→ **Exercise prompt**
The answer must be an exact transcription of every record.

→ **Supplied records**
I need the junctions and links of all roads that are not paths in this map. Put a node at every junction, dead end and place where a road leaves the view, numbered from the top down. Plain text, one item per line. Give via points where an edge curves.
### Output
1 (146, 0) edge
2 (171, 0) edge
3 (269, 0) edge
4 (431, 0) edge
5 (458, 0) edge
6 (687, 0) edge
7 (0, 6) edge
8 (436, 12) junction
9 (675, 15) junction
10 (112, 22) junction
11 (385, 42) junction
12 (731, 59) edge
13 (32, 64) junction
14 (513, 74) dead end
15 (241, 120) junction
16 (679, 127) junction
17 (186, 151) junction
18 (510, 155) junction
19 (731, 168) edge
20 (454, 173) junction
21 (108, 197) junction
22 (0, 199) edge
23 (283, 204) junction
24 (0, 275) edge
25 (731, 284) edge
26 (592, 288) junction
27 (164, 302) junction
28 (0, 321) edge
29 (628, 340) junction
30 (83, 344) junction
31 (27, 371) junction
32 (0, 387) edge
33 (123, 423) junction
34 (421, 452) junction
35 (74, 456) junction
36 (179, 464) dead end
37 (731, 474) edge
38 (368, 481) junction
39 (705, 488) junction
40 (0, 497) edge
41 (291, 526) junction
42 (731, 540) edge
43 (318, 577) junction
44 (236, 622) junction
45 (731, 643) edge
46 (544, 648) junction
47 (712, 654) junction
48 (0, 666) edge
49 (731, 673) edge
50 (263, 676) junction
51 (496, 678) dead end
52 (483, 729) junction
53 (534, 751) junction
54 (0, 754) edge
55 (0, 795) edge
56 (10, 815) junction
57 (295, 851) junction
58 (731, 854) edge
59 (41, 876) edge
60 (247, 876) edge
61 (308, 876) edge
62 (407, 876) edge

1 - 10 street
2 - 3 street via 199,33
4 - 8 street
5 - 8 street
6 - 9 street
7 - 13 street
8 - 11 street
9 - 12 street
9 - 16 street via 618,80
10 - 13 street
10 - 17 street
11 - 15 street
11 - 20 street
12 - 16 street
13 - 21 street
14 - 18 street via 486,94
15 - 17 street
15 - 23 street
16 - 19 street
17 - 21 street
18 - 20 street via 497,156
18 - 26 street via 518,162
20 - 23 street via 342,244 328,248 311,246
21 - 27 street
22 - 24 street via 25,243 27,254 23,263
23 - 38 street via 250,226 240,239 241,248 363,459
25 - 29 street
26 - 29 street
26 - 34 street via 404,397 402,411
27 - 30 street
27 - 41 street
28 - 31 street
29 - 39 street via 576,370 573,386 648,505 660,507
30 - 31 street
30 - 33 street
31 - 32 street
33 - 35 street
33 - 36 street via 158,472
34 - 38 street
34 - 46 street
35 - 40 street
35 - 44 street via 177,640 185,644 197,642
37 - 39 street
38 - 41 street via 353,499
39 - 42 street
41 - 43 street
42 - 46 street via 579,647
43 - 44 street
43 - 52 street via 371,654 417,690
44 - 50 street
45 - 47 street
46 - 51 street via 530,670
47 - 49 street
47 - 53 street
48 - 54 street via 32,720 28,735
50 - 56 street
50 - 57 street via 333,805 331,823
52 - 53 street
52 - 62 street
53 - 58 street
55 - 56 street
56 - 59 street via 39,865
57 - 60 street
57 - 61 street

→ **Response**
I need the junctions and links of all roads that are not paths in this map. Put a node at every junction, dead end and place where a road leaves the view, numbered from the top down. Plain text, one item per line. Give via points where an edge curves.
### Output
1 (146, 0) edge
2 (171, 0) edge
3 (269, 0) edge
4 (431, 0) edge
5 (458, 0) edge
6 (687, 0) edge
7 (0, 6) edge
8 (436, 12) junction
9 (675, 15) junction
10 (112, 22) junction
11 (385, 42) junction
12 (731, 59) edge
13 (32, 64) junction
14 (513, 74) dead end
15 (241, 120) junction
16 (679, 127) junction
17 (186, 151) junction
18 (510, 155) junction
19 (731, 168) edge
20 (454, 173) junction
21 (108, 197) junction
22 (0, 199) edge
23 (283, 204) junction
24 (0, 275) edge
25 (731, 284) edge
26 (592, 288) junction
27 (164, 302) junction
28 (0, 321) edge
29 (628, 340) junction
30 (83, 344) junction
31 (27, 371) junction
32 (0, 387) edge
33 (123, 423) junction
34 (421, 452) junction
35 (74, 456) junction
36 (179, 464) dead end
37 (731, 474) edge
38 (368, 481) junction
39 (705, 488) junction
40 (0, 497) edge
41 (291, 526) junction
42 (731, 540) edge
43 (318, 577) junction
44 (236, 622) junction
45 (731, 643) edge
46 (544, 648) junction
47 (712, 654) junction
48 (0, 666) edge
49 (731, 673) edge
50 (263, 676) junction
51 (496, 678) dead end
52 (483, 729) junction
53 (534, 751) junction
54 (0, 754) edge
55 (0, 795) edge
56 (10, 815) junction
57 (295, 851) junction
58 (731, 854) edge
59 (41, 876) edge
60 (247, 876) edge
61 (308, 876) edge
62 (407, 876) edge

1 - 10 street
2 - 3 street via 199,33
4 - 8 street
5 - 8 street
6 - 9 street
7 - 13 street
8 - 11 street
9 - 12 street
9 - 16 street via 618,80
10 - 13 street
10 - 17 street
11 - 15 street
11 - 20 street
12 - 16 street
13 - 21 street
14 - 18 street via 486,94
15 - 17 street
15 - 23 street
16 - 19 street
17 - 21 street
18 - 20 street via 497,156
18 - 26 street via 518,162
20 - 23 street via 342,244 328,248 311,246
21 - 27 street
22 - 24 street via 25,243 27,254 23,263
23 - 38 street via 250,226 240,239 241,248 363,459
25 - 29 street
26 - 29 street
26 - 34 street via 404,397 402,411
27 - 30 street
27 - 41 street
28 - 31 street
29 - 39 street via 576,370 573,386 648,505 660,507
30 - 31 street
30 - 33 street
31 - 32 street
33 - 35 street
33 - 36 street via 158,472
34 - 38 street
34 - 46 street
35 - 40 street
35 - 44 street via 177,640 185,644 197,642
37 - 39 street
38 - 41 street via 353,499
39 - 42 street
41 - 43 street
42 - 46 street via 579,647
43 - 44 street
43 - 52 street via 371,654 417,690
44 - 50 street
45 - 47 street
46 - 51 street via 530,670
47 - 49 street
47 - 53 street
48 - 54 street via 32,720 28,735
50 - 56 street
50 - 57 street via 333,805 331,823
52 - 53 street
52 - 62 street
53 - 58 street
55 - 56 street
56 - 59 street via 39,865
57 - 60 street
57 - 61 street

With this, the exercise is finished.